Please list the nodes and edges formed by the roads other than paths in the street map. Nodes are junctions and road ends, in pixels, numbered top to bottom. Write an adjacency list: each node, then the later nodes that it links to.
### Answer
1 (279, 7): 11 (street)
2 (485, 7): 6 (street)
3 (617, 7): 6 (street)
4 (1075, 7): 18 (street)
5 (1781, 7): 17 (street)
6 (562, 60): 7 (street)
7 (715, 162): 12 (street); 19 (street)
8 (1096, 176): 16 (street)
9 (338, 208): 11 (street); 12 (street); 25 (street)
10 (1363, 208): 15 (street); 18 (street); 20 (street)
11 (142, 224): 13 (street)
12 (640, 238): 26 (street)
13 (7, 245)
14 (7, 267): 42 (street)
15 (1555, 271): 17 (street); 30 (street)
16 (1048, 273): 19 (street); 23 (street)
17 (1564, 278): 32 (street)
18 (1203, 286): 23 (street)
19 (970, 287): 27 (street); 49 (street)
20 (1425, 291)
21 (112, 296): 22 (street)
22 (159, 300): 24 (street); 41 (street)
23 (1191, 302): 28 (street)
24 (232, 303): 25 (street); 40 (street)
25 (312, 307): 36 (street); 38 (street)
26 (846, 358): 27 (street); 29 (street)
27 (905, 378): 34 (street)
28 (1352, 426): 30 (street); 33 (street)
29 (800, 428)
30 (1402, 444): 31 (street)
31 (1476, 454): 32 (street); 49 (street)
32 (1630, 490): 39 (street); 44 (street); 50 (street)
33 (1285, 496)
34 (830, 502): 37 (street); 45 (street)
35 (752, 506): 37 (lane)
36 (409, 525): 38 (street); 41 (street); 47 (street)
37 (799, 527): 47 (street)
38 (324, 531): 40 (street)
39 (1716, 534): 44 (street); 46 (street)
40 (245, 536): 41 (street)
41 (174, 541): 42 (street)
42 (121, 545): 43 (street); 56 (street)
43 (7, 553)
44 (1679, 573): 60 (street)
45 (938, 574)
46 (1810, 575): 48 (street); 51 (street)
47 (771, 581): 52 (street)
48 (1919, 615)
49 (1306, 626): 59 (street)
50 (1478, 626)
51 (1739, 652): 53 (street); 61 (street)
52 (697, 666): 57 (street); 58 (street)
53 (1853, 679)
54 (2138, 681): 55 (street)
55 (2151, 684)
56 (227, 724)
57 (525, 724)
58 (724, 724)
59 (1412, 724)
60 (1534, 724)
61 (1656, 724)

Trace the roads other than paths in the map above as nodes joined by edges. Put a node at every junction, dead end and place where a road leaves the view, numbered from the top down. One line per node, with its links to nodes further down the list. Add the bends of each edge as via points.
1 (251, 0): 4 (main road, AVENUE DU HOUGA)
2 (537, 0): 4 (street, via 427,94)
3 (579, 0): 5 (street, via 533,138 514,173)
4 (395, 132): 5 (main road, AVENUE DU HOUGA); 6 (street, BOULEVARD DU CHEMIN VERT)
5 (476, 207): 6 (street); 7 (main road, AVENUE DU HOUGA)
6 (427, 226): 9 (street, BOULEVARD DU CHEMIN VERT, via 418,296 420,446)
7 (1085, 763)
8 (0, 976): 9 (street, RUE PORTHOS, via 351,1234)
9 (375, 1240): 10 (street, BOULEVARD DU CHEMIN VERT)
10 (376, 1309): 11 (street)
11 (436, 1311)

What is required
Recopy all of the records verbatim.

Task response
Please list the nodes and edges formed by the roads other than paths in the street map. Nodes are junctions and road ends, in pixels, numbered top to bottom. Write an adjacency list: each node, then the later nodes that it links to.
### Answer
1 (279, 7): 11 (street)
2 (485, 7): 6 (street)
3 (617, 7): 6 (street)
4 (1075, 7): 18 (street)
5 (1781, 7): 17 (street)
6 (562, 60): 7 (street)
7 (715, 162): 12 (street); 19 (street)
8 (1096, 176): 16 (street)
9 (338, 208): 11 (street); 12 (street); 25 (street)
10 (1363, 208): 15 (street); 18 (street); 20 (street)
11 (142, 224): 13 (street)
12 (640, 238): 26 (street)
13 (7, 245)
14 (7, 267): 42 (street)
15 (1555, 271): 17 (street); 30 (street)
16 (1048, 273): 19 (street); 23 (street)
17 (1564, 278): 32 (street)
18 (1203, 286): 23 (street)
19 (970, 287): 27 (street); 49 (street)
20 (1425, 291)
21 (112, 296): 22 (street)
22 (159, 300): 24 (street); 41 (street)
23 (1191, 302): 28 (street)
24 (232, 303): 25 (street); 40 (street)
25 (312, 307): 36 (street); 38 (street)
26 (846, 358): 27 (street); 29 (street)
27 (905, 378): 34 (street)
28 (1352, 426): 30 (street); 33 (street)
29 (800, 428)
30 (1402, 444): 31 (street)
31 (1476, 454): 32 (street); 49 (street)
32 (1630, 490): 39 (street); 44 (street); 50 (street)
33 (1285, 496)
34 (830, 502): 37 (street); 45 (street)
35 (752, 506): 37 (lane)
36 (409, 525): 38 (street); 41 (street); 47 (street)
37 (799, 527): 47 (street)
38 (324, 531): 40 (street)
39 (1716, 534): 44 (street); 46 (street)
40 (245, 536): 41 (street)
41 (174, 541): 42 (street)
42 (121, 545): 43 (street); 56 (street)
43 (7, 553)
44 (1679, 573): 60 (street)
45 (938, 574)
46 (1810, 575): 48 (street); 51 (street)
47 (771, 581): 52 (street)
48 (1919, 615)
49 (1306, 626): 59 (street)
50 (1478, 626)
51 (1739, 652): 53 (street); 61 (street)
52 (697, 666): 57 (street); 58 (street)
53 (1853, 679)
54 (2138, 681): 55 (street)
55 (2151, 684)
56 (227, 724)
57 (525, 724)
58 (724, 724)
59 (1412, 724)
60 (1534, 724)
61 (1656, 724)

Trace the roads other than paths in the map above as nodes joined by edges. Put a node at every junction, dead end and place where a road leaves the view, numbered from the top down. One line per node, with its links to nodes further down the list. Add the bends of each edge as via points.
1 (251, 0): 4 (main road, AVENUE DU HOUGA)
2 (537, 0): 4 (street, via 427,94)
3 (579, 0): 5 (street, via 533,138 514,173)
4 (395, 132): 5 (main road, AVENUE DU HOUGA); 6 (street, BOULEVARD DU CHEMIN VERT)
5 (476, 207): 6 (street); 7 (main road, AVENUE DU HOUGA)
6 (427, 226): 9 (street, BOULEVARD DU CHEMIN VERT, via 418,296 420,446)
7 (1085, 763)
8 (0, 976): 9 (street, RUE PORTHOS, via 351,1234)
9 (375, 1240): 10 (street, BOULEVARD DU CHEMIN VERT)
10 (376, 1309): 11 (street)
11 (436, 1311)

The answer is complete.